Separation Anxiety in Dogs: How to Spot It and Help Alleviate the Symptoms

by Sydney Hess

7 tips for how to help a dog with separation anxiety.

Separation anxiety is one of the most common ailments of the modern dog. You’ve either dealt with it first hand, or know someone who has. Whether you have an adult pandemic puppy who grew up thinking they’d never be alone, or if you have a Grade-A velcro dog, leaving our dogs can cause anxiety for them and for us. It is natural to want to spend every waking moment with our dogs, but dogs and puppies need to learn to cope on their own. 

How to Help a Dog With Separation Anxiety

If your dog gets nervous as soon as you pick up your shoes, here are some tips and tricks to help your dog cope with separation anxiety:

1. Spend time with your pup before you leave. 

For starters, make sure your dog's needs are met before leaving them. For dogs with high anxiety levels, meeting mental and physical needs before leaving will help set them up for success. Even if you’re only able to squeeze in a game of fetch in the yard or a walk around the block, some mental and physical exercise is better than none. 

If someone has been with your dog 24/7 over summer vacation, help them prepare by leaving them in short increments of time, and increase the amount of time you are gone every day.

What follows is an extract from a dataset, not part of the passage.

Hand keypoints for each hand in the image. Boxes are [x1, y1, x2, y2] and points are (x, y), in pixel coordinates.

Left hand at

We don't want them to go from having someone there all the time, to being left alone for eight hours a day. 

2. Create a small dog-designated space. 

A kennel, playpen or designated dog-safe area of the home will be incredibly useful. A secure area for your pet will ensure they are kept safe while you are gone. It is all too common for dogs to get into trash or chew up belongings if they feel anxious while left alone. Kennel training is easiest taught from a young age, but dogs of any age can be taught to use a kennel. The type of kennel or secured area will vary depending on if you have an escape artist on your hands, not all kennels or playpens will work for every dog.

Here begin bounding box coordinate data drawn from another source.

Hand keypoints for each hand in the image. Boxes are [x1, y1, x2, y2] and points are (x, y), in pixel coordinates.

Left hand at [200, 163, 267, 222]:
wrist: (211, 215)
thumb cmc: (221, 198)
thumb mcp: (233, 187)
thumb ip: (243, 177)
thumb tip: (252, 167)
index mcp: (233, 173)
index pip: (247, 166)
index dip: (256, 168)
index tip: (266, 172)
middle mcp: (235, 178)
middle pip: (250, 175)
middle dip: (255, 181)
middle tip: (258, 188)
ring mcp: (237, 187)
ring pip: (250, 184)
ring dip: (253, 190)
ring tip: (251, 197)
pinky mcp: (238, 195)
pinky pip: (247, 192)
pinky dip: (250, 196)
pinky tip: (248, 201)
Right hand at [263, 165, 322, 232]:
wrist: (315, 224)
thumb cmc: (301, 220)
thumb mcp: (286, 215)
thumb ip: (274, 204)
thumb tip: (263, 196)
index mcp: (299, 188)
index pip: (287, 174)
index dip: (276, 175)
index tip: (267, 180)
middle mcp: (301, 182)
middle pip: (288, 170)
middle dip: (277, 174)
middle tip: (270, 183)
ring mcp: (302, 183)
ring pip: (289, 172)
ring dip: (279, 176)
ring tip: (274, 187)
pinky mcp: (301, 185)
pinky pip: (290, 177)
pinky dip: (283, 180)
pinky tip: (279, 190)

If your dog is new to being in a kennel, don’t just toss them in there and hope for the best! Make every experience with the kennel or playpen positive, we want this to be a safe place for them, not a punishment. 

3. Treat them to high-value rewards. 

Food enrichment can be useful in many scenarios, including separation anxiety. Lickimats and stuffable toys can be filled with pumpkin puree, apple sauce, peanut butter, etc and stuck in the freezer to make a safe and yummy challenge for your dog. Licking releases endorphins and dopamine, making our pups feel relaxed and happy! This is a safer alternative to giving them a bully stick or other chews that could potentially become a choking hazard. 

4. Set a calm atmosphere and mood. 

Playing music or dog TV can be soothing for some dogs and may help comfort them while you’re away. Classical music has been shown to reduce agitation in dogs, where intense music may have the opposite effect. Make sure the volume is not too loud, dogs ears are much more sensitive than our own! 

5. Set up a dog cam. 

Leaving our dogs during the day can be as hard on the humans as it is on the dogs. Putting a camera near your dog's space can help ease your worries when you’re away, and it’ll be easier to know if you need to come home and check on them. Some cameras specifically made for dogs will even throw a treat at them when you tell it to!

6. Look into substitute daytime-companionship. 

Daycare or dog-walkers are commonly used for dogs who need extra attention during the day. There are pros and cons to using both of these services, so ultimately you will need to decide if you feel the pros outweigh the cons! Whatever route you choose, make sure to screen any potential daycares and dog-walkers thoroughly. 

7. Consult a professional. 

If you have tried everything to help your dog cope with being alone and it seems like nothing is helping them, reach out to a behavior specialist or your dog's veterinarian. Anxiety can be a genetic trait, so do not feel like you failed your pup if you are still struggling with their anxiety. Behaviorists and veterinarians may be able to suggest anxiety medications or CBD to help your dog feel safer while being on their own. 

Regardless if your dog has a history of separation anxiety or not, all dogs can benefit from their owners having a mindful plan before leaving them for school or work. Most of us would wish to spend 24/7 with our dogs, but spending time apart is necessary and healthy!